**What you have to do**
Run through the data and copy out every line that mentions the word "أريانة".

(Collected data)

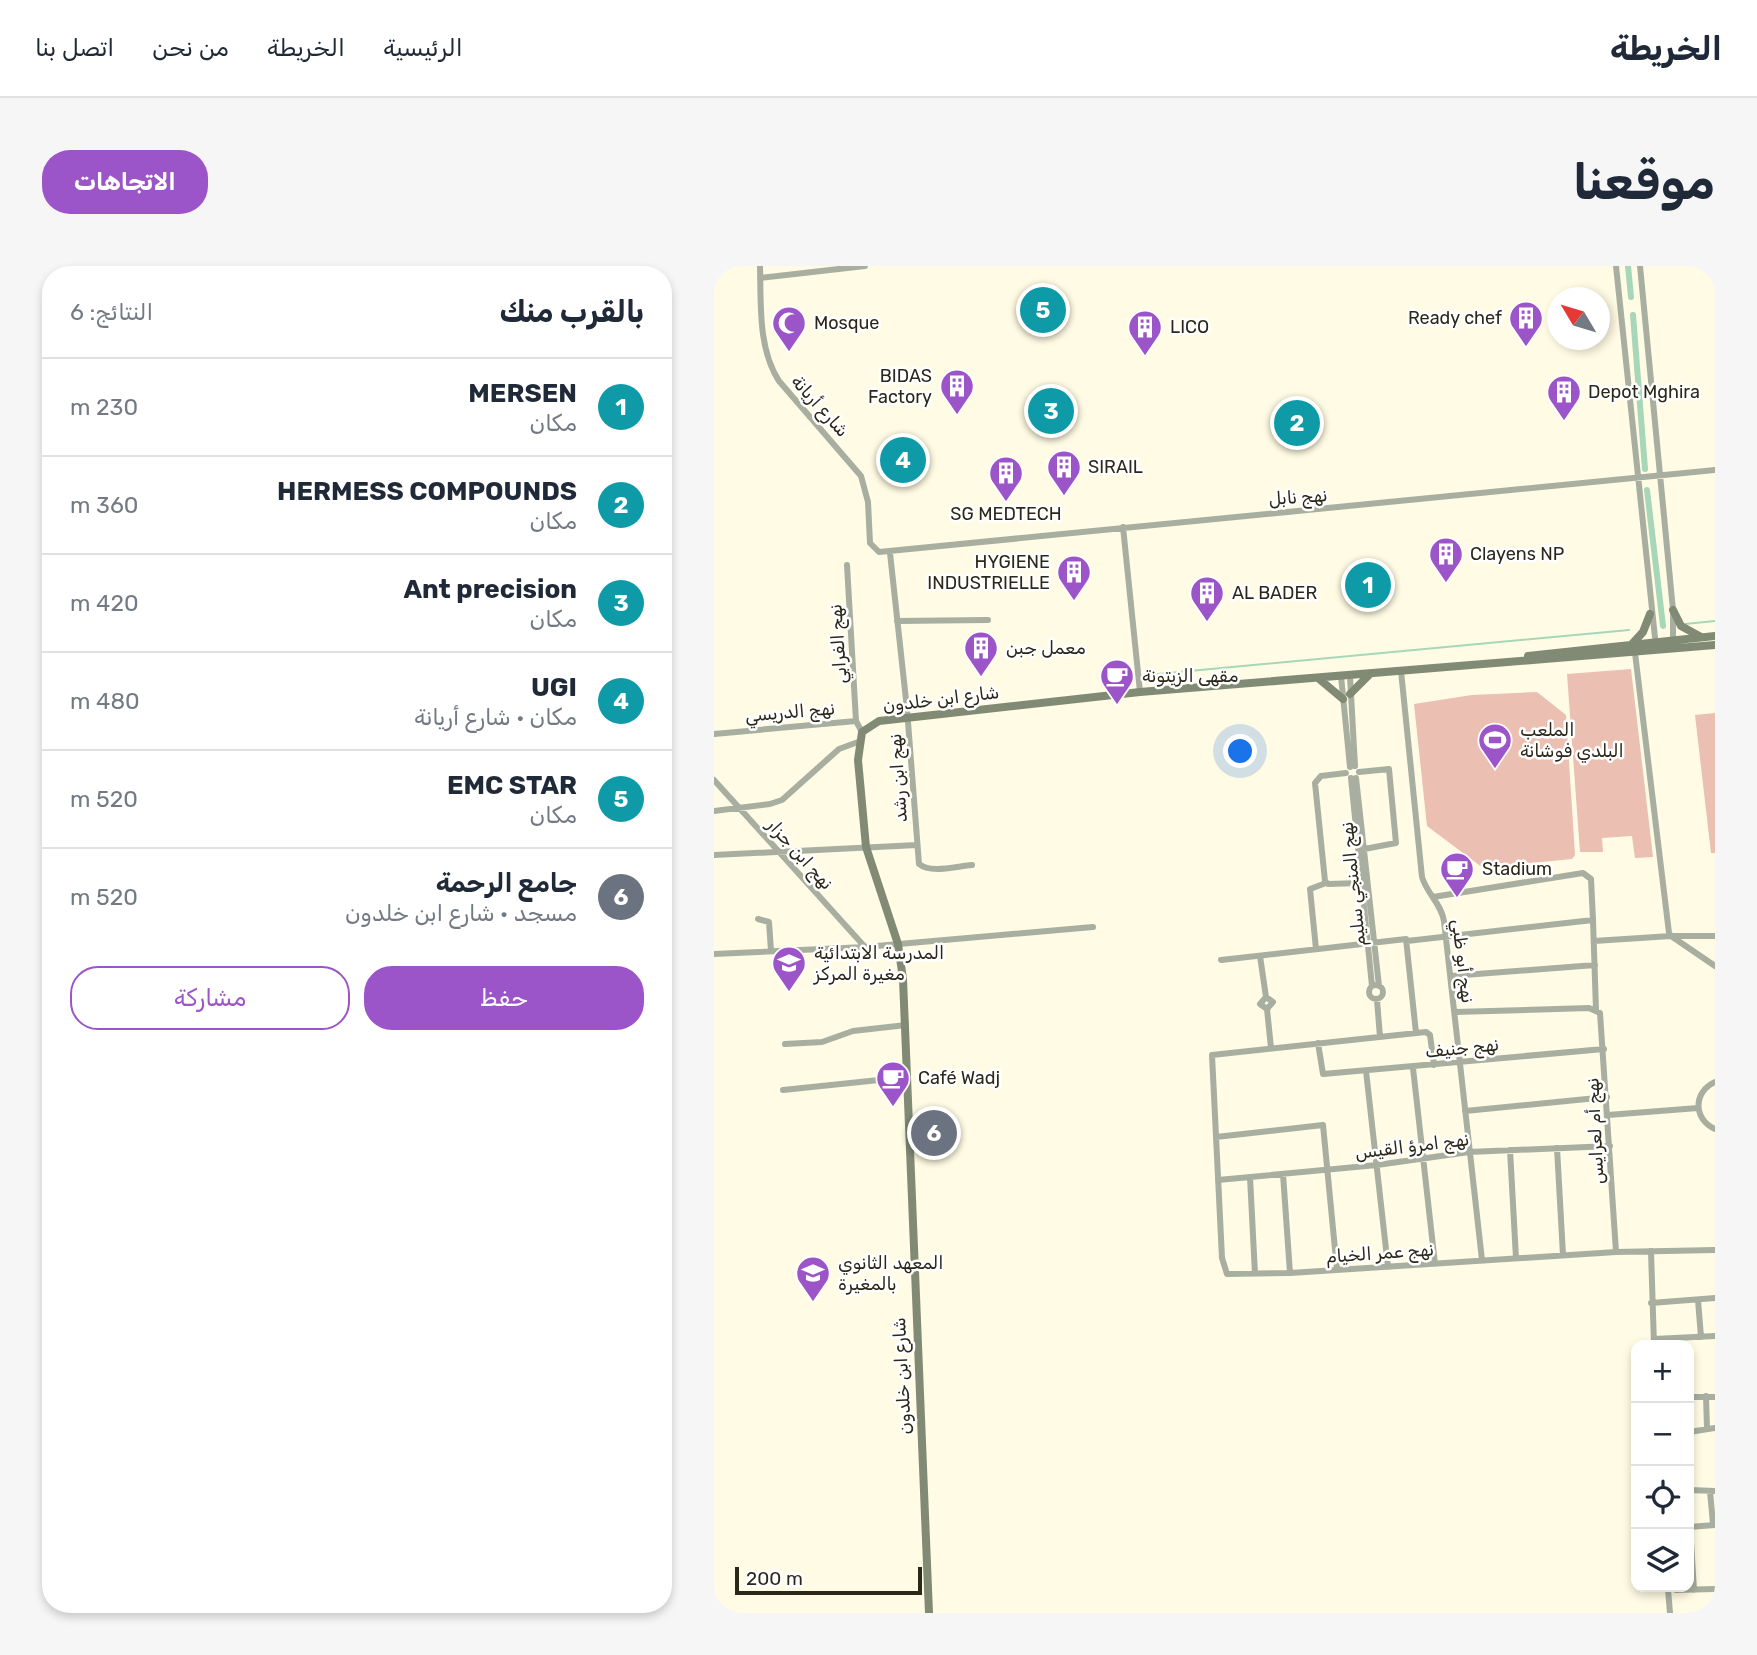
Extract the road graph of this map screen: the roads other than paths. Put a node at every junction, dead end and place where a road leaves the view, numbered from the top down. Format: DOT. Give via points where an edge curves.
graph roads {
  1 [pos="760,266"];
  2 [pos="865,266"];
  3 [pos="1616,266"];
  4 [pos="1640,266"];
  5 [pos="760,278"];
  6 [pos="1715,470"];
  7 [pos="1660,476"];
  8 [pos="1636,478"];
  9 [pos="1123,527"];
  10 [pos="887,553"];
  11 [pos="847,565"];
  12 [pos="1673,610"];
  13 [pos="1650,614"];
  14 [pos="988,620"];
  15 [pos="897,621"];
  16 [pos="1715,636"];
  17 [pos="1703,637"];
  18 [pos="1673,645"];
  19 [pos="1715,645"];
  20 [pos="1656,647"];
  21 [pos="1633,649"];
  22 [pos="1401,671"];
  23 [pos="1371,674"];
  24 [pos="1345,676"];
  25 [pos="1318,678"];
  26 [pos="1140,692"];
  27 [pos="1346,696"];
  28 [pos="907,718"];
  29 [pos="856,721"];
  30 [pos="862,732"];
  31 [pos="714,734"];
  32 [pos="859,742"];
  33 [pos="1353,772"];
  34 [pos="714,780"];
  35 [pos="739,808"];
  36 [pos="714,811"];
  37 [pos="917,845"];
  38 [pos="866,847"];
  39 [pos="1360,850"];
  40 [pos="778,852"];
  41 [pos="714,855"];
  42 [pos="972,864"];
  43 [pos="1326,883"];
  44 [pos="1361,883"];
  45 [pos="1433,897"];
  46 [pos="758,919"];
  47 [pos="1593,920"];
  48 [pos="1093,927"];
  49 [pos="1446,935"];
  50 [pos="1671,936"];
  51 [pos="1715,936"];
  52 [pos="1407,940"];
  53 [pos="1594,941"];
  54 [pos="1370,942"];
  55 [pos="898,944"];
  56 [pos="864,947"];
  57 [pos="1316,949"];
  58 [pos="771,951"];
  59 [pos="714,954"];
  60 [pos="1260,956"];
  61 [pos="1221,960"];
  62 [pos="1595,965"];
  63 [pos="1715,966"];
  64 [pos="1451,976"];
  65 [pos="1376,986"];
  66 [pos="1377,999"];
  67 [pos="1593,1009"];
  68 [pos="1455,1012"];
  69 [pos="906,1025"];
  70 [pos="1416,1033"];
  71 [pos="1380,1037"];
  72 [pos="1318,1043"];
  73 [pos="785,1044"];
  74 [pos="1271,1048"];
  75 [pos="1604,1049"];
  76 [pos="1459,1062"];
  77 [pos="1434,1065"];
  78 [pos="1413,1068"];
  79 [pos="1366,1072"];
  80 [pos="908,1077"];
  81 [pos="1715,1082"];
  82 [pos="783,1090"];
  83 [pos="1607,1097"];
  84 [pos="1698,1108"];
  85 [pos="1465,1111"];
  86 [pos="1608,1115"];
  87 [pos="1715,1129"];
  88 [pos="1216,1137"];
  89 [pos="1610,1146"];
  90 [pos="1557,1148"];
  91 [pos="1510,1150"];
  92 [pos="1469,1152"];
  93 [pos="1424,1158"];
  94 [pos="1377,1165"];
  95 [pos="1326,1169"];
  96 [pos="1283,1174"];
  97 [pos="1250,1177"];
  98 [pos="1218,1180"];
  99 [pos="1715,1250"];
  100 [pos="1651,1251"];
  101 [pos="1616,1252"];
  102 [pos="1563,1255"];
  103 [pos="1516,1258"];
  104 [pos="1482,1260"];
  105 [pos="1435,1264"];
  106 [pos="1388,1267"];
  107 [pos="1337,1270"];
  108 [pos="1290,1273"];
  109 [pos="1255,1274"];
  110 [pos="1715,1298"];
  111 [pos="1698,1300"];
  112 [pos="1651,1303"];
  113 [pos="1715,1336"];
  114 [pos="1701,1337"];
  115 [pos="1654,1340"];
  116 [pos="1689,1340"];
  117 [pos="1706,1396"];
  118 [pos="1694,1397"];
  119 [pos="1715,1397"];
  120 [pos="1707,1429"];
  121 [pos="1715,1429"];
  122 [pos="1694,1431"];
  123 [pos="1694,1490"];
  124 [pos="1712,1491"];
  125 [pos="1714,1525"];
  126 [pos="1694,1527"];
  127 [pos="1689,1529"];
  128 [pos="1715,1589"];
  129 [pos="1695,1590"];
  130 [pos="1668,1592"];
  131 [pos="929,1613"];
  132 [pos="1670,1613"];
  1 -- 5 [label="street, شارع أريانة"];
  2 -- 5 [label="street"];
  3 -- 8 [label="street"];
  4 -- 7 [label="street"];
  5 -- 10 [label="street, شارع أريانة" via="764,343 770,364 779,381 861,476 870,542 875,550"];
  6 -- 7 [label="street, نهج نابل"];
  7 -- 8 [label="street, نهج نابل"];
  7 -- 12 [label="street"];
  8 -- 9 [label="street, نهج نابل"];
  8 -- 13 [label="street"];
  9 -- 10 [label="street, نهج نابل"];
  9 -- 26 [label="street"];
  10 -- 15 [label="street, نهج ابن رشد"];
  11 -- 29 [label="street, نهج الفرابي"];
  12 -- 17 [label="street" via="1681,626"];
  12 -- 18 [label="street"];
  13 -- 20 [label="street"];
  13 -- 21 [label="street"];
  14 -- 15 [label="street"];
  15 -- 28 [label="street, نهج ابن رشد"];
  16 -- 17 [label="street"];
  17 -- 18 [label="street"];
  18 -- 19 [label="street"];
  18 -- 20 [label="street, شارع ابن خلدون"];
  20 -- 21 [label="street, شارع ابن خلدون"];
  21 -- 22 [label="street, شارع ابن خلدون"];
  21 -- 50 [label="street"];
  22 -- 23 [label="street, شارع ابن خلدون"];
  22 -- 45 [label="street, نهج أبو ظبي" via="1422,877"];
  23 -- 24 [label="street, شارع ابن خلدون"];
  23 -- 27 [label="street"];
  24 -- 25 [label="street, شارع ابن خلدون"];
  24 -- 27 [label="street, نهج المنجي سليم"];
  25 -- 26 [label="street, شارع ابن خلدون"];
  25 -- 27 [label="street"];
  26 -- 28 [label="street, شارع ابن خلدون"];
  27 -- 33 [label="street, نهج المنجي سليم"];
  28 -- 30 [label="street, شارع ابن خلدون" via="879,720"];
  28 -- 37 [label="street, نهج ابن رشد"];
  29 -- 30 [label="street, نهج الدريسي"];
  29 -- 31 [label="street, نهج الدريسي"];
  30 -- 32 [label="street, شارع ابن خلدون"];
  32 -- 35 [label="street" via="839,749 782,800"];
  32 -- 38 [label="street, شارع ابن خلدون"];
  33 -- 39 [label="street, نهج المنجي سليم"];
  33 -- 39 [label="street" via="1389,769 1396,843"];
  33 -- 43 [label="street" via="1321,776 1315,783"];
  34 -- 35 [label="street, نهج ابن جزار"];
  35 -- 36 [label="street"];
  35 -- 40 [label="street, نهج ابن جزار"];
  37 -- 38 [label="street"];
  37 -- 42 [label="street, نهج ابن رشد" via="919,864 924,867"];
  38 -- 40 [label="street"];
  38 -- 55 [label="street, شارع ابن خلدون"];
  39 -- 44 [label="street, نهج المنجي سليم"];
  39 -- 54 [label="street, نهج المنجي سليم"];
  40 -- 41 [label="street"];
  40 -- 56 [label="street, نهج ابن جزار"];
  43 -- 44 [label="street"];
  43 -- 57 [label="street" via="1310,889"];
  44 -- 54 [label="street, نهج المنجي سليم"];
  45 -- 47 [label="street, نهج أم لعرايس" via="1583,873 1591,879"];
  45 -- 49 [label="street, نهج أبو ظبي" via="1442,909"];
  46 -- 58 [label="street" via="769,922"];
  47 -- 49 [label="street"];
  47 -- 53 [label="street, نهج أم لعرايس"];
  48 -- 55 [label="street"];
  49 -- 52 [label="street"];
  49 -- 64 [label="street, نهج أبو ظبي"];
  50 -- 51 [label="street"];
  50 -- 53 [label="street"];
  50 -- 63 [label="street"];
  52 -- 54 [label="street"];
  52 -- 70 [label="street"];
  53 -- 62 [label="street, نهج أم لعرايس"];
  54 -- 57 [label="street"];
  54 -- 65 [label="street, نهج المنجي سليم"];
  55 -- 56 [label="street"];
  55 -- 69 [label="street, شارع ابن خلدون"];
  56 -- 58 [label="street"];
  57 -- 60 [label="street"];
  58 -- 59 [label="street"];
  60 -- 61 [label="street"];
  60 -- 74 [label="street" via="1266,997 1273,1002 1267,1010"];
  62 -- 64 [label="street"];
  62 -- 67 [label="street, نهج أم لعرايس"];
  64 -- 68 [label="street, نهج أبو ظبي"];
  65 -- 66 [label="street" via="1382,995"];
  65 -- 66 [label="street" via="1368,994"];
  66 -- 71 [label="street"];
  67 -- 68 [label="street"];
  67 -- 75 [label="street, نهج أم لعرايس" via="1601,1018"];
  68 -- 76 [label="street, نهج أبو ظبي"];
  69 -- 73 [label="street" via="853,1031 822,1042"];
  69 -- 80 [label="street, شارع ابن خلدون"];
  70 -- 71 [label="street"];
  70 -- 77 [label="street" via="1430,1033"];
  71 -- 72 [label="street"];
  72 -- 74 [label="street"];
  72 -- 79 [label="street, نهج جنيف" via="1323,1074"];
  74 -- 88 [label="street, نهج عمر الخيام" via="1212,1055"];
  75 -- 76 [label="street, نهج جنيف"];
  75 -- 83 [label="street, نهج أم لعرايس"];
  76 -- 77 [label="street, نهج جنيف"];
  76 -- 85 [label="street, نهج أبو ظبي"];
  77 -- 78 [label="street, نهج جنيف"];
  78 -- 79 [label="street, نهج جنيف"];
  78 -- 93 [label="street"];
  79 -- 94 [label="street"];
  80 -- 82 [label="street"];
  80 -- 131 [label="street, شارع ابن خلدون"];
  81 -- 84 [label="street" via="1702,1092"];
  83 -- 85 [label="street"];
  83 -- 86 [label="street, نهج أم لعرايس"];
  84 -- 86 [label="street"];
  84 -- 87 [label="street" via="1702,1120"];
  85 -- 92 [label="street, نهج أبو ظبي"];
  86 -- 89 [label="street, نهج أم لعرايس"];
  88 -- 95 [label="street" via="1323,1125"];
  88 -- 98 [label="street, نهج عمر الخيام"];
  89 -- 90 [label="street, نهج امرؤ القيس"];
  89 -- 101 [label="street, نهج أم لعرايس"];
  90 -- 91 [label="street, نهج امرؤ القيس"];
  90 -- 102 [label="street"];
  91 -- 92 [label="street, نهج امرؤ القيس"];
  91 -- 103 [label="street"];
  92 -- 93 [label="street, نهج امرؤ القيس"];
  92 -- 104 [label="street, نهج أبو ظبي"];
  93 -- 94 [label="street, نهج امرؤ القيس"];
  93 -- 105 [label="street"];
  94 -- 95 [label="street, نهج امرؤ القيس"];
  94 -- 106 [label="street"];
  95 -- 96 [label="street, نهج امرؤ القيس"];
  95 -- 107 [label="street"];
  96 -- 97 [label="street, نهج امرؤ القيس"];
  96 -- 108 [label="street"];
  97 -- 98 [label="street, نهج امرؤ القيس"];
  97 -- 109 [label="street"];
  98 -- 109 [label="street, نهج عمر الخيام" via="1224,1270 1230,1276"];
  99 -- 100 [label="street, نهج عمر الخيام"];
  100 -- 101 [label="street, نهج عمر الخيام"];
  100 -- 112 [label="street"];
  101 -- 102 [label="street, نهج عمر الخيام"];
  102 -- 103 [label="street, نهج عمر الخيام"];
  103 -- 104 [label="street, نهج عمر الخيام"];
  104 -- 105 [label="street, نهج عمر الخيام"];
  105 -- 106 [label="street, نهج عمر الخيام"];
  106 -- 107 [label="street, نهج عمر الخيام"];
  107 -- 108 [label="street, نهج عمر الخيام"];
  108 -- 109 [label="street, نهج عمر الخيام"];
  110 -- 111 [label="street"];
  111 -- 112 [label="street"];
  111 -- 114 [label="street"];
  112 -- 115 [label="street"];
  113 -- 114 [label="street"];
  114 -- 116 [label="street"];
  117 -- 118 [label="street"];
  117 -- 119 [label="street"];
  117 -- 120 [label="street"];
  120 -- 121 [label="street"];
  120 -- 122 [label="street"];
  123 -- 124 [label="street"];
  124 -- 125 [label="street"];
  125 -- 126 [label="street"];
  127 -- 129 [label="street"];
  128 -- 129 [label="street"];
  130 -- 132 [label="street"];
}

**Exercise response**
  1 -- 5 [label="street, شارع أريانة"];
  5 -- 10 [label="street, شارع أريانة" via="764,343 770,364 779,381 861,476 870,542 875,550"];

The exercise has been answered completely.